I’ve spent most of the month out on the Isle of Man, working flat out doing TV stuff. I’ve been having a whale of a time with Steve Parrish. He’s always good for a laugh. I could never get tired
of watching people picking up his electric-shock pens in the press office in Douglas. But the biggest shock for me this year was the Superstock race.
This is blokes racing on bikes that you can near as dammit buy in the shops. No engine work, standard wheels, swingarm, wheels, brakes: the lot. They only look like race bikes on the line ‘cos
the teams put aftermarket bodywork on them. Fook me, Ian Hutchinson and a gang of others went out and minced it. Hutchy put in one lap at 129.7mph on road-legal tyres on his Fireblade; there
are full-spec British Superbike machines over here, £80,000 race bikes, only going 1.5mph quicker. It seems nuts. This just proves how good road bikes are now. Un-be-lievable.
When I raced here, the proddie bikes were shit. Suzuki’s GSX-R1100 was lethal. They didn’t go where you pointed them and they weaved down the straights. They were just big dumb horrible things. When you chucked one into a corner the bike could be on a line up to two feet either side of the one you had in mind. You had to just guess. Therefore you either had to stay two feet away from everything or risk hitting it. Proddie bikes in 1989 were to be treated with a great deal of caution, for completely different reasons to 2009 bikes. But they went well, when you got them going fast on the quick sections.

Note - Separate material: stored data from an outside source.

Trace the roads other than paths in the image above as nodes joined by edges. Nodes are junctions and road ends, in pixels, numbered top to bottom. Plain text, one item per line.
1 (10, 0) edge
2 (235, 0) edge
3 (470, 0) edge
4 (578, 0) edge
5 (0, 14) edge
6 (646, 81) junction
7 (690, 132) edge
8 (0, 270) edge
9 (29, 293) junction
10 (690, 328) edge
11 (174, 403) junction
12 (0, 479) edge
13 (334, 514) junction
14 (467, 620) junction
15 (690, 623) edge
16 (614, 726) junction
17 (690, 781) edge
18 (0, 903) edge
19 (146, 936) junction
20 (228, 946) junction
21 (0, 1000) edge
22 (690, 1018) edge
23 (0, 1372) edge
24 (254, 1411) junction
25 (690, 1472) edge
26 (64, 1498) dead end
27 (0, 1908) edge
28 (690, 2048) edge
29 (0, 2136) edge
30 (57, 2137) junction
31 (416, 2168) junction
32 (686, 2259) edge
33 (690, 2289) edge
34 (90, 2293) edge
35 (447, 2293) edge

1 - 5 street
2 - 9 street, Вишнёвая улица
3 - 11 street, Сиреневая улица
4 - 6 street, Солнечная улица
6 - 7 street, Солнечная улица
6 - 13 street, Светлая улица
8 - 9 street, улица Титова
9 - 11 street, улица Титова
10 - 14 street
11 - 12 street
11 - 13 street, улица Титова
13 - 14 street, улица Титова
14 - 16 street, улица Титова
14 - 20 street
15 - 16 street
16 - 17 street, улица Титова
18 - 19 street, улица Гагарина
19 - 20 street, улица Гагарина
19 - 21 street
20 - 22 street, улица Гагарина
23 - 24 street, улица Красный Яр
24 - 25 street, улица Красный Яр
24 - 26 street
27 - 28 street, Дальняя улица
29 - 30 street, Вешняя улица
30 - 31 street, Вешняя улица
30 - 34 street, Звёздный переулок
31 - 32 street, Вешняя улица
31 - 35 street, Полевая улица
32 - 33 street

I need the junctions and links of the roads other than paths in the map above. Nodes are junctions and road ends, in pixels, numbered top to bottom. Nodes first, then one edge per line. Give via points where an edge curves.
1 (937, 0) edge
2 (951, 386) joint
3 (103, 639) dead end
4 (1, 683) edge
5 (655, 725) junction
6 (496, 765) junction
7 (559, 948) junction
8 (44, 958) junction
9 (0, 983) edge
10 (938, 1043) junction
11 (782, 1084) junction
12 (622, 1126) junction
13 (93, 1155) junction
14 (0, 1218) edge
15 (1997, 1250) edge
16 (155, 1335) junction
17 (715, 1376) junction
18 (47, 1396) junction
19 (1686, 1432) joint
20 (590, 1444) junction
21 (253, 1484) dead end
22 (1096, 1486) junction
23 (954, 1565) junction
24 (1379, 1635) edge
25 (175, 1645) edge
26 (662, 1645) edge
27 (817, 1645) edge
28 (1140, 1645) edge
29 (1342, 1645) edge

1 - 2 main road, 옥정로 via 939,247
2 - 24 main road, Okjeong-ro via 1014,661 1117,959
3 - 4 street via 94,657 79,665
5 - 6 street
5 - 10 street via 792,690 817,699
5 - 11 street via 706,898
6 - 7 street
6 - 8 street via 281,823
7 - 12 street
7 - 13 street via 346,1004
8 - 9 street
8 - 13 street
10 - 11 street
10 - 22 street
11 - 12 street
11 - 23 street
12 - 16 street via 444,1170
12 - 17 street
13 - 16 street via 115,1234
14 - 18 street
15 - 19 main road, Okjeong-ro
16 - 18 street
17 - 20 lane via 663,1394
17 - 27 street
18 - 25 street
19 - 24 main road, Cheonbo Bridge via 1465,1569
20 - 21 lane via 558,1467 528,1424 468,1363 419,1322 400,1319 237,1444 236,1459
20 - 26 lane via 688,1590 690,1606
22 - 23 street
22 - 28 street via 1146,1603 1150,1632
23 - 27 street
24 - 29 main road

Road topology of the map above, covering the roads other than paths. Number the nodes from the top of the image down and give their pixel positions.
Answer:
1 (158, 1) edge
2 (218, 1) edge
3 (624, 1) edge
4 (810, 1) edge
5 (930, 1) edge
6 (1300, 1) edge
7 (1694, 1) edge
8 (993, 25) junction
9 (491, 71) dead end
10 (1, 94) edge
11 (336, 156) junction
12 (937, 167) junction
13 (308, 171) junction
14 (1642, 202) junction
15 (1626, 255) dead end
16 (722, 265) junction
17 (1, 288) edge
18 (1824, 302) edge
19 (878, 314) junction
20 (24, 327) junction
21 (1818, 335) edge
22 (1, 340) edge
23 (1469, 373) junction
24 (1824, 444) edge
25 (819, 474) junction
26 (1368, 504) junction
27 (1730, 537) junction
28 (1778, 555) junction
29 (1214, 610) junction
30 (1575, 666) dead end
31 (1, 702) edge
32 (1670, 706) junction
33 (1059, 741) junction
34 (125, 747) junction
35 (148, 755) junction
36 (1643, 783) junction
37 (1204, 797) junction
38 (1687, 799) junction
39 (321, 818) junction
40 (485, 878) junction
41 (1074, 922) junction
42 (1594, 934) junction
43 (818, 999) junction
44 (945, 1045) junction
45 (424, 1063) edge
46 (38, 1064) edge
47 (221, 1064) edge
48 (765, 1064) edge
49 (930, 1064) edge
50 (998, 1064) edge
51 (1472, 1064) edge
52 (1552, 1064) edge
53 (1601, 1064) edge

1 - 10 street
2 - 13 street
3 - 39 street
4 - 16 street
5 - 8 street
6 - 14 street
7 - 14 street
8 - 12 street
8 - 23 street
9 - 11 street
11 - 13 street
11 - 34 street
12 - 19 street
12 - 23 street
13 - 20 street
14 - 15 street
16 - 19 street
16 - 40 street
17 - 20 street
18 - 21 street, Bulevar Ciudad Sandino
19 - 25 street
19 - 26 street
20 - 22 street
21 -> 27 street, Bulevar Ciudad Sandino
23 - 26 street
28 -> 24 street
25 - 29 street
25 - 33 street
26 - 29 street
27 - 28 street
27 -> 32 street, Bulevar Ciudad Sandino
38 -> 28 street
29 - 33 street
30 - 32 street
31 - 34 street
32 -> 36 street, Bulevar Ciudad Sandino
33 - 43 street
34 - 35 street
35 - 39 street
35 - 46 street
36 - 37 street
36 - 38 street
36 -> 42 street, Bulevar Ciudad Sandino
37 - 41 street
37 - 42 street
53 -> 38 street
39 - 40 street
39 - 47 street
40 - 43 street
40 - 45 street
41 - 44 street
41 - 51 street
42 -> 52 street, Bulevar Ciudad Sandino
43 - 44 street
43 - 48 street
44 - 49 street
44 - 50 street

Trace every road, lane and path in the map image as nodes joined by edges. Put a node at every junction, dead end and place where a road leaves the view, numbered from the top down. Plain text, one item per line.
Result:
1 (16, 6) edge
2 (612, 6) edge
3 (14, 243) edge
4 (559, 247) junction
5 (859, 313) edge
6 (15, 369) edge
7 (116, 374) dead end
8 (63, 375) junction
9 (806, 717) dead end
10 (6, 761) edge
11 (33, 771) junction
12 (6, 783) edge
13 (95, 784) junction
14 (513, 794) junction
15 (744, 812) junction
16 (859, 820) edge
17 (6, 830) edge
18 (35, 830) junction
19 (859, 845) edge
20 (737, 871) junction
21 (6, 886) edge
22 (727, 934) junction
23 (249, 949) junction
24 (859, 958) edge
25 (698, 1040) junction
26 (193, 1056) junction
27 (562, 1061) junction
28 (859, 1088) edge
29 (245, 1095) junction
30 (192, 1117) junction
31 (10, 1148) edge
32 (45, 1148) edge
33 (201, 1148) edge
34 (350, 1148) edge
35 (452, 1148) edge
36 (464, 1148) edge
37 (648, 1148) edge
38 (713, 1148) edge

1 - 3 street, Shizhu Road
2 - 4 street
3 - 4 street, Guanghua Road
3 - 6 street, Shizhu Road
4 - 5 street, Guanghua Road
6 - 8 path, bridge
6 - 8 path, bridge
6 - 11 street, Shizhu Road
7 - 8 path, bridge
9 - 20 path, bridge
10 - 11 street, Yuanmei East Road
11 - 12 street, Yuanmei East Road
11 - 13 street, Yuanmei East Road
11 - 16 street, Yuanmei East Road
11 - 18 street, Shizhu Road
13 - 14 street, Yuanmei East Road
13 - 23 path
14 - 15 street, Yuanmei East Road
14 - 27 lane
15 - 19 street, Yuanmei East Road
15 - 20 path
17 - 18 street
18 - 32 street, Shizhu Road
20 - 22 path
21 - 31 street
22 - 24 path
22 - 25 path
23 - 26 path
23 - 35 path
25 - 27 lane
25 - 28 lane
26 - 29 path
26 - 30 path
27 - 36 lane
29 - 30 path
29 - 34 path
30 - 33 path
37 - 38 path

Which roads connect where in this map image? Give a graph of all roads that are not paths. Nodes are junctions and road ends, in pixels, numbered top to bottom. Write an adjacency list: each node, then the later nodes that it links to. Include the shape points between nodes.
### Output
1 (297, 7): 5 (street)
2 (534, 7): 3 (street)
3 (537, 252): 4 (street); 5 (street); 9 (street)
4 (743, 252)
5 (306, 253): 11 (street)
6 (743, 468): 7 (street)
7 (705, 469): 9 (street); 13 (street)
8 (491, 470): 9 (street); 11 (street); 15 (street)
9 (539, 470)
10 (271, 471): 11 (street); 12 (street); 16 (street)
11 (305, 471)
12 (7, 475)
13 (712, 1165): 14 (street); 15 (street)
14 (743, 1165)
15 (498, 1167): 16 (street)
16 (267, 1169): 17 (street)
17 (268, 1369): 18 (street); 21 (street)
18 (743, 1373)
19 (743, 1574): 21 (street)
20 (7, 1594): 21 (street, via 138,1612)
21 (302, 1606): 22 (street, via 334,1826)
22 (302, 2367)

I remember getting a speed weave along the Crosby section on a proddie bike at about 140mph. It came every half a second, a slow rhythmic pulse through the whole bike. I shut off thinking that would sort it, but it got worse, so I just wound it open again. Mine wasn’t any different to anyone else’s, we just got on and rode them.
Standard road bikes with a strong engine prove that there’s no point having 220bhp if you can’t hold the thing flat out. We looked at McGuiness’ data and he was managing to hold his Superbike on the stop for 17% of a lap. Some were spending less time on full throttle, but not going much slower. Steve Plater for instance is a little less aggressive, but just as quick.
For the first time this year we’ve had slow-motion cameras. We’ve got two of them over here. They cost £250,000 a pop before you put a lense on them, which makes even the most expensive, top-spec superbikes over here look a bit cheap really. We’ve been spotting squirrels in trees and bees flying about in the background when we play the footage back, it’s amazing. Some of the teams have been asking to see their bikes in slow motion so they can study what they’re doing. They’re then using this as data to help make changes. And then Rossi came in, which caused a massive media frenzy.
I got hold of a Rossi-rep AGV, and when the time was right I asked him and Agostini to sign the thing, which will be raffled off for the Chris Jones memorial fund. Rossi was a little bit strange. He didn’t come across as overly excited about the whole thing. He said a few of the riders were crazy then just seemed to enjoy having the day off.
The atmosphere has been great. The crowds have been dropping off but the interest is still high, especially in the TTXGP. Everybody was waiting for it to be a complete failure, but I’ve just seen
Rob Barber manage an 84mph lap with juice left in reserve. I thought it was going to be a joke but I’ll be honest, it’s been alright. The bad thing is there’s no noise, obviously – a race bike should be
loud so I’ve come up with a plan for the race organisers. I think next year all the bikes should put lollipop sticks in the spokes of the wheels so you can hear the things coming up the road.